**WHAT IS BEING ASKED**
From the listing below, pull out every line where the string "const" appears.

DATASET ENTRIES Start Marker

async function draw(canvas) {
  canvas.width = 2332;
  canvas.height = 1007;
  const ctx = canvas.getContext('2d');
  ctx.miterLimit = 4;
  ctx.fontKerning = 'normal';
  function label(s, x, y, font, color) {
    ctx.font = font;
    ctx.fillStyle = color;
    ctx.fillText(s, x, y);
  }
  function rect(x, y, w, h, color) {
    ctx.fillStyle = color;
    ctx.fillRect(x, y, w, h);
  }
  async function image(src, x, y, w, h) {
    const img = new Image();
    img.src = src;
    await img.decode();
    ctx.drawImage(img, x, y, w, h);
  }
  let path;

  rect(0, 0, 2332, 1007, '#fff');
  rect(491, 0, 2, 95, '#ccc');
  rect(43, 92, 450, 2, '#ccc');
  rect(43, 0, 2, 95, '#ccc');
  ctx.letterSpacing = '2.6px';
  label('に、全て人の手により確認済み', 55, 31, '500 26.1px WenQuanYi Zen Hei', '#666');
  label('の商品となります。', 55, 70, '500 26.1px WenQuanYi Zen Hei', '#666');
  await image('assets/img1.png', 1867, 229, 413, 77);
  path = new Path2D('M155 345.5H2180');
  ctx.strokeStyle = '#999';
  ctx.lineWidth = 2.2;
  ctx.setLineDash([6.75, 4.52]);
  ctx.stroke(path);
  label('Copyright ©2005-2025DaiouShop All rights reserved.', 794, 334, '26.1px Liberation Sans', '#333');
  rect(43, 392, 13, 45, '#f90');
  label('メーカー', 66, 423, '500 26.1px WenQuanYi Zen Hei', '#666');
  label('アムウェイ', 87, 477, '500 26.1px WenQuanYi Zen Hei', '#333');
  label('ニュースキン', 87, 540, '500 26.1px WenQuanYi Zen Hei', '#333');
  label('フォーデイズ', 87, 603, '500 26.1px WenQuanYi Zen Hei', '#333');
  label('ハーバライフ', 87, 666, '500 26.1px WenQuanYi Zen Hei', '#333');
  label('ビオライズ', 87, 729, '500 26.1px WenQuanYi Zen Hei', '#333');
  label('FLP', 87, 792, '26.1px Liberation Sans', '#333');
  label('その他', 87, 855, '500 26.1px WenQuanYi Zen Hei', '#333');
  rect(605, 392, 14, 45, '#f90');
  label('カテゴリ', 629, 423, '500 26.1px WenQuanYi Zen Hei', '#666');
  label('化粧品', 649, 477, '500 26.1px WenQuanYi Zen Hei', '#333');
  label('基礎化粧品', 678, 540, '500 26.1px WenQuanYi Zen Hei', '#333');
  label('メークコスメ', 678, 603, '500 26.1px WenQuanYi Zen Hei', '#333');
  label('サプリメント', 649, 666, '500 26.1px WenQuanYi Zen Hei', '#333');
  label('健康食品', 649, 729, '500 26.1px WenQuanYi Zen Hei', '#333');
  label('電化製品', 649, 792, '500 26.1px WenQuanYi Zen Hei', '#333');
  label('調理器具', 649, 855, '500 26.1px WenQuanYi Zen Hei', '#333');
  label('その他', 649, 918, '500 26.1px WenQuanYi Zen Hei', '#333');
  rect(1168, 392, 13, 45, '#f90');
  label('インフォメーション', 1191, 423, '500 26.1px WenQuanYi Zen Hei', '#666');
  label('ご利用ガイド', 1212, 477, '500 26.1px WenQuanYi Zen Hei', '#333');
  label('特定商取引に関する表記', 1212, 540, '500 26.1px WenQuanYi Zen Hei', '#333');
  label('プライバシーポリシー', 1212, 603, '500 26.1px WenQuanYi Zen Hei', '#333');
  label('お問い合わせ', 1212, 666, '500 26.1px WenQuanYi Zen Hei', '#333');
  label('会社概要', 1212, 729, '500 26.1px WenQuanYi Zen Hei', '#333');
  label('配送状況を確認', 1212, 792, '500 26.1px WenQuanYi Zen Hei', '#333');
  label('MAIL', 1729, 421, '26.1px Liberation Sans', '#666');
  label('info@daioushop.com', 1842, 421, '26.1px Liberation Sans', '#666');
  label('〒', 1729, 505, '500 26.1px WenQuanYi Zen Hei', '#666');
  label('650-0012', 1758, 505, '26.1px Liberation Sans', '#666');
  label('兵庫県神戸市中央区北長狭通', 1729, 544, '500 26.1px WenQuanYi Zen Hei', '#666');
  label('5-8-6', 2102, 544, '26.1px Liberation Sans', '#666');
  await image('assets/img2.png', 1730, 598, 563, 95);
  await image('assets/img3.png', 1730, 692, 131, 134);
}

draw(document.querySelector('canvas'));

DATASET ENTRIES End Marker

**RESPONSE BOX**
  const ctx = canvas.getContext('2d');
    const img = new Image();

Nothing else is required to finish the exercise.